> WHAT NEEDS TO BE DONE: Across the entries below, how many lines include the word "Октябрьская"? Reply with only the number.

> Stored data:
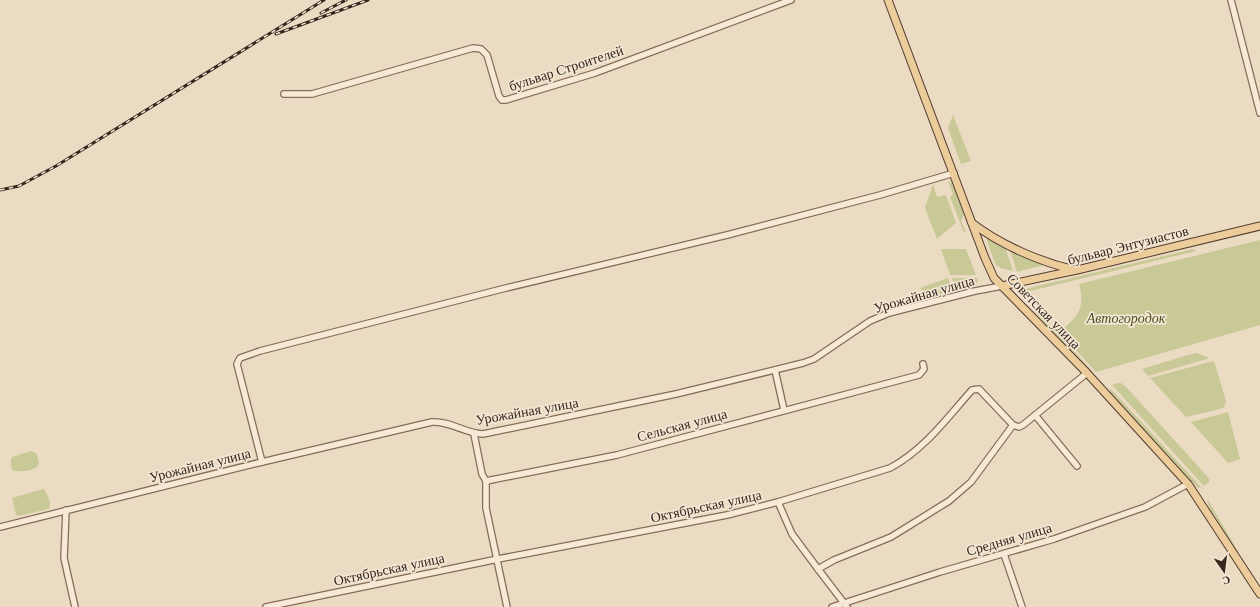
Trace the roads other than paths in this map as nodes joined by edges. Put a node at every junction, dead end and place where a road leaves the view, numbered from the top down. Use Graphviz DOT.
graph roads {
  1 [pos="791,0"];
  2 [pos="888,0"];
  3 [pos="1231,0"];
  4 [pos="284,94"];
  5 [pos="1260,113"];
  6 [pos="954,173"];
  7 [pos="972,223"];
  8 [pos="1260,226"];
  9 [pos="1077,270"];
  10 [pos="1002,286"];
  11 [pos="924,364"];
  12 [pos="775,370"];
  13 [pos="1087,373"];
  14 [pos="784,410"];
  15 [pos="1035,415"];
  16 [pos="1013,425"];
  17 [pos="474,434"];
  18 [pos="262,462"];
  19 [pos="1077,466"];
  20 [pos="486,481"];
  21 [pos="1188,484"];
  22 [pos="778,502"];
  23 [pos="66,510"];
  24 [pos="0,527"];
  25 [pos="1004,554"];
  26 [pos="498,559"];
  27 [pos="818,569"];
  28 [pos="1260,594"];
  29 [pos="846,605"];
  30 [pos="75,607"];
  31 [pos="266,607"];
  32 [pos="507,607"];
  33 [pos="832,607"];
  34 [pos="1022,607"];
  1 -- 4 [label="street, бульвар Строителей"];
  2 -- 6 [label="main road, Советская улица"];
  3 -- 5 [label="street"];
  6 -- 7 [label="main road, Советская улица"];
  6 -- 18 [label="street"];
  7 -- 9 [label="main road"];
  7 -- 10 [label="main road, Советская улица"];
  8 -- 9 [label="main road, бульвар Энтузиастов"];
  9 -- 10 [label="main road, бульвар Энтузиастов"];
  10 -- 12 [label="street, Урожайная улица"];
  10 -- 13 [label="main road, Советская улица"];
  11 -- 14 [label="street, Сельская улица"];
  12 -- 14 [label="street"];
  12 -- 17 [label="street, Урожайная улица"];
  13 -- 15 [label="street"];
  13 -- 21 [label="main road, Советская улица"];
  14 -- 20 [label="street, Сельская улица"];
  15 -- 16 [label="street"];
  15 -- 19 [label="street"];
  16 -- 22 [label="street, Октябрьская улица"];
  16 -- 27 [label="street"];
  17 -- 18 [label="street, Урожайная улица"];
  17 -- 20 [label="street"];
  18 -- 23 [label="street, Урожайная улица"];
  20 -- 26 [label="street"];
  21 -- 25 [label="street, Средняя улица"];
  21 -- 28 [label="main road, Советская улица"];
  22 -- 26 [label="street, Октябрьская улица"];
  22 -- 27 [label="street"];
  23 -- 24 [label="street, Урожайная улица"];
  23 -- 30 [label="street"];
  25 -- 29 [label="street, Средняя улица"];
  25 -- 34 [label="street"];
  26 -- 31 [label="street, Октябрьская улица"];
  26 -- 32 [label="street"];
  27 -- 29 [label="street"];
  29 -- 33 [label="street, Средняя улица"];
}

> EXERCISE RESULT: 3